Pictures of healthcare workers in Contagion PPE and nurses crouched on hospital floors paralyzed from the Pandemic’s onslaught say a 1000 words. Though words speak volume.
I have created a dataset of tweets from nurses chronicling their day-to-day on the frontlines as well as the toll it has had on their mental health and morale.
The dataset will eventually be used to create a sentiment analyzer that would help a hospital director or even a healthcare worker determine whether or not they are currently burnt out or on the path to it. In order to construct a robust dataset, I went after:
- healthcare workers/tweets that were consistently tweeting about their lives on the frontlines
- common hashtags that were associated with healthcare workers’ burnout
My criteria have been met in nurse twitter hashtags: #covidnurse, #RN, #nursecovid19, #nursetwitter. And a popular Ontario nurse who gives specific details on how her day has been, what has troubled her, when she has been worn out, why she is worn out has helped enrichen the dataset. Her handle is rn_critcare. Through her tweets I learned common issues faced with healthcare workers as well such as: moral injury and the pressure they face with those they carry (difficult cases they go through on the job). Hence, I included hashtags: #moralinjury, #thosewecarry.
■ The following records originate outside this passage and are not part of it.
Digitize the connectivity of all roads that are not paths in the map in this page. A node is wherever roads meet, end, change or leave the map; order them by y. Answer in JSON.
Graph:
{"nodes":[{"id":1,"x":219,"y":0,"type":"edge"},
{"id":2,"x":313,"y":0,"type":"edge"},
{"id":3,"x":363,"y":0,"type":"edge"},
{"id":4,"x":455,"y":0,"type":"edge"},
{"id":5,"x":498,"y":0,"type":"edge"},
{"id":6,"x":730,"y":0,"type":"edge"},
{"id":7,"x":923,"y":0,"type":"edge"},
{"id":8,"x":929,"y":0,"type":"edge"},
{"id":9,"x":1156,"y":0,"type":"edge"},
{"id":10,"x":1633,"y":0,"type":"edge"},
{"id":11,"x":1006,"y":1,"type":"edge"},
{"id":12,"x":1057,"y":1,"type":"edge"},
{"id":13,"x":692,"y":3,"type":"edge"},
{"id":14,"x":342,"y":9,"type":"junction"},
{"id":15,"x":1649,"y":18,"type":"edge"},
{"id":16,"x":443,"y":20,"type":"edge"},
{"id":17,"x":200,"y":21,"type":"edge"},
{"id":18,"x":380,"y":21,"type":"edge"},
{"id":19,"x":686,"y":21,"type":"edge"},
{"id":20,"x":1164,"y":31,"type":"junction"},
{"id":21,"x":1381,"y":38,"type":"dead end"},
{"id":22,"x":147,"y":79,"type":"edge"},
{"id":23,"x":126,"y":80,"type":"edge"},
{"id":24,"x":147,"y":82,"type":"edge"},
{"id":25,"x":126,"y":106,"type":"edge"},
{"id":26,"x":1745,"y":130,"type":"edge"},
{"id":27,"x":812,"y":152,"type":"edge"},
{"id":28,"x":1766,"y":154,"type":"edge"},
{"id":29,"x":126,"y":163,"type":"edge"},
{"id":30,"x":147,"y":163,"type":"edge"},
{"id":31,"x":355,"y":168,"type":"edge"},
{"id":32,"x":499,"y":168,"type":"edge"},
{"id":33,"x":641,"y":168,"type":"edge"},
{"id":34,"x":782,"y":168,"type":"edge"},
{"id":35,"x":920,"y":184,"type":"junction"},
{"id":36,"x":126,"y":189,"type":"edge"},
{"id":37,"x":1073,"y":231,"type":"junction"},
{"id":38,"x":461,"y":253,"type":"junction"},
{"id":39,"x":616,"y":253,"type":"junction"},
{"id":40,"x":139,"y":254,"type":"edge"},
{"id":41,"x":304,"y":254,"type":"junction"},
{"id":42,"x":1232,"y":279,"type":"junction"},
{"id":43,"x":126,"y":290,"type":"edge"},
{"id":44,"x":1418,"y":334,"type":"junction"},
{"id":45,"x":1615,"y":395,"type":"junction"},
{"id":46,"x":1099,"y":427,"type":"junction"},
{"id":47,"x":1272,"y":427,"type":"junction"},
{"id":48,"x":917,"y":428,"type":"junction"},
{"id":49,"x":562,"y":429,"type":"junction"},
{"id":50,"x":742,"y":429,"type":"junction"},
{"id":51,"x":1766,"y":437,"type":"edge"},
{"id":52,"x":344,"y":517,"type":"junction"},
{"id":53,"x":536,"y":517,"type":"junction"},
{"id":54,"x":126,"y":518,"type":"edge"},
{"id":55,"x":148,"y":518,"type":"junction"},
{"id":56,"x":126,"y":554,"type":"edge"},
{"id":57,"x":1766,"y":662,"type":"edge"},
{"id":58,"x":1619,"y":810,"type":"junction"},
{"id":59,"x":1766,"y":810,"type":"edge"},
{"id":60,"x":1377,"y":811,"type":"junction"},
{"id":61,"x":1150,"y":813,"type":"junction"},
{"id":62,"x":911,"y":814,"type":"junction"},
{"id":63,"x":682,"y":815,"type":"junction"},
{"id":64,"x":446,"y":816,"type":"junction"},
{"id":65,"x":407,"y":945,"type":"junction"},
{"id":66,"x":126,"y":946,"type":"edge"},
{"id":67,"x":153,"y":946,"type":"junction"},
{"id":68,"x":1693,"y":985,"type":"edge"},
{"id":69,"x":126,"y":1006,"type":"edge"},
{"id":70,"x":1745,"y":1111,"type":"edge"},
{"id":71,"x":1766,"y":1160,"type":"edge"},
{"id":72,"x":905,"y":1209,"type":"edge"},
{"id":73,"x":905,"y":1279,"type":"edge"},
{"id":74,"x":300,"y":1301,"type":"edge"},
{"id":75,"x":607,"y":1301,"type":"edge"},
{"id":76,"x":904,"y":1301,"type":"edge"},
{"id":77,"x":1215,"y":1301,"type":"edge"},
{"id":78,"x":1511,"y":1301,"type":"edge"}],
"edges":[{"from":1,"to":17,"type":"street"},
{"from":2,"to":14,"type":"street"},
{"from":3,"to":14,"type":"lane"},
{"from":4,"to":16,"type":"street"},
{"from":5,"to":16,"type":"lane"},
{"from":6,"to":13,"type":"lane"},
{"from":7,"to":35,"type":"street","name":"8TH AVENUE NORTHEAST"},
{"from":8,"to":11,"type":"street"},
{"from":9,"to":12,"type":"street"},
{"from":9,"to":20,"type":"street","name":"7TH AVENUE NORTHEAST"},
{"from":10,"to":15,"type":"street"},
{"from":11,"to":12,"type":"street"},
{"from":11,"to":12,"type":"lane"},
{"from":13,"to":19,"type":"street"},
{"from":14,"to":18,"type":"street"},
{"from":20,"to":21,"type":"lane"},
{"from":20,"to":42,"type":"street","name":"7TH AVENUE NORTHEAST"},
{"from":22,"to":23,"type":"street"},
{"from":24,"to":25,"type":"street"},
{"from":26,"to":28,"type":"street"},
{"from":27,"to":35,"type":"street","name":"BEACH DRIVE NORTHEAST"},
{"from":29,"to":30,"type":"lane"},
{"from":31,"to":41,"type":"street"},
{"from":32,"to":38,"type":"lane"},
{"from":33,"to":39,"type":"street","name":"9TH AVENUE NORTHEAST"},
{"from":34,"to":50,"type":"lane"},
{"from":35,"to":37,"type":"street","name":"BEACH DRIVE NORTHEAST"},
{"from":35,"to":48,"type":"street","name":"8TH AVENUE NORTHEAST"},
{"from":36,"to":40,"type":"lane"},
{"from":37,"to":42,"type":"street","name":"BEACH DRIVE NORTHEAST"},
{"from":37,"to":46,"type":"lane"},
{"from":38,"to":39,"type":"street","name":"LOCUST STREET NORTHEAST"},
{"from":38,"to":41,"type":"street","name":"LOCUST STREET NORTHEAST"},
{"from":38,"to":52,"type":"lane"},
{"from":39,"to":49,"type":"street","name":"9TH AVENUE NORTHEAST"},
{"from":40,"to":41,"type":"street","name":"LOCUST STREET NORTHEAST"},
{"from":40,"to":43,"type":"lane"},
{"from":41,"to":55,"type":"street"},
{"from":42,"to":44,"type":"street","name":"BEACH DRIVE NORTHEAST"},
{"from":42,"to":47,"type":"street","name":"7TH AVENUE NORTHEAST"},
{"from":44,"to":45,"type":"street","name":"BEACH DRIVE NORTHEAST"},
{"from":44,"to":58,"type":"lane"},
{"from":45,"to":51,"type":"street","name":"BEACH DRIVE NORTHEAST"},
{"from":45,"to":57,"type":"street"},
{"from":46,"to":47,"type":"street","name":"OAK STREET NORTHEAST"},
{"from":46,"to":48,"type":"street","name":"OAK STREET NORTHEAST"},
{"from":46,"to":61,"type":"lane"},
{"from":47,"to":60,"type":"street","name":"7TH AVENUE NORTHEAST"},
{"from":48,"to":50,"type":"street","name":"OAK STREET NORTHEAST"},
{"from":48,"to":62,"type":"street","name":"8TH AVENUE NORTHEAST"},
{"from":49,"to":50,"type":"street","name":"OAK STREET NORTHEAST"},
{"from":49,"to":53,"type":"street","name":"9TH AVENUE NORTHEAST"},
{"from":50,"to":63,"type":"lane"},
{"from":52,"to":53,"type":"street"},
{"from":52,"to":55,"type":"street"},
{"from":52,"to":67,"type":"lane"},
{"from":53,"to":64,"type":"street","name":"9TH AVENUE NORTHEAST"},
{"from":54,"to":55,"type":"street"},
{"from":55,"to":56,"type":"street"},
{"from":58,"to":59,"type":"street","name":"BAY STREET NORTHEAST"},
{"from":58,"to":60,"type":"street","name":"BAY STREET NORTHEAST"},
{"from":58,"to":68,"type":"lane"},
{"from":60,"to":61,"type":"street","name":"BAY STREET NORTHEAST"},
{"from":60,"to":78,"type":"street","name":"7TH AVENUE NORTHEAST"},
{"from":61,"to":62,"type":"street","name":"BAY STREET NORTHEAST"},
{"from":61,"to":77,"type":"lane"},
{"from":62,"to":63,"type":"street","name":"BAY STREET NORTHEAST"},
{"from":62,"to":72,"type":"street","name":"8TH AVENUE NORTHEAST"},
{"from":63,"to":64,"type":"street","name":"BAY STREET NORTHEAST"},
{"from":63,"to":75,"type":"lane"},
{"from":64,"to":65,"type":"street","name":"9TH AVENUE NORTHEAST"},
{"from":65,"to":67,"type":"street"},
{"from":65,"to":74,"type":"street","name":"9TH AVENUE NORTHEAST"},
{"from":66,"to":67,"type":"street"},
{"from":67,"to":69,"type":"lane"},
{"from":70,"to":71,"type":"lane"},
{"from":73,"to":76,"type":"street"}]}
Tweepy library was used to scrape tweets from the web along with two helpful scripts I found on github. I ultimately went with the second script I found because it allowed me to not just scrape hashtags, but handles/users as well. Though the first script allowed me to specify a start time for tweets I wanted, the second scripts’ final scrape had current and sufficient numbers of tweets. The modifcations I made to the second script were my Twitter credentials and which users and hashtags I wanted to specify.
The initial dataframe has timestamp of tweet, tweet ID, actual tweet itself, tweet source, tweet retweet count, and the tweet’s favorite count. The only columns needed for training models were actual tweet itself and an eventual target column called ‘burnout’. This column will be based on presence of popular words/terms that come from people who are burnt out of heading in that direction. These terms were determined through Exploratory Data Analysis (EDA), which was used to add other columns as features. Before analyzing and adding more features to the dataframe, I filtered out retweets to ensure there is no redundancy.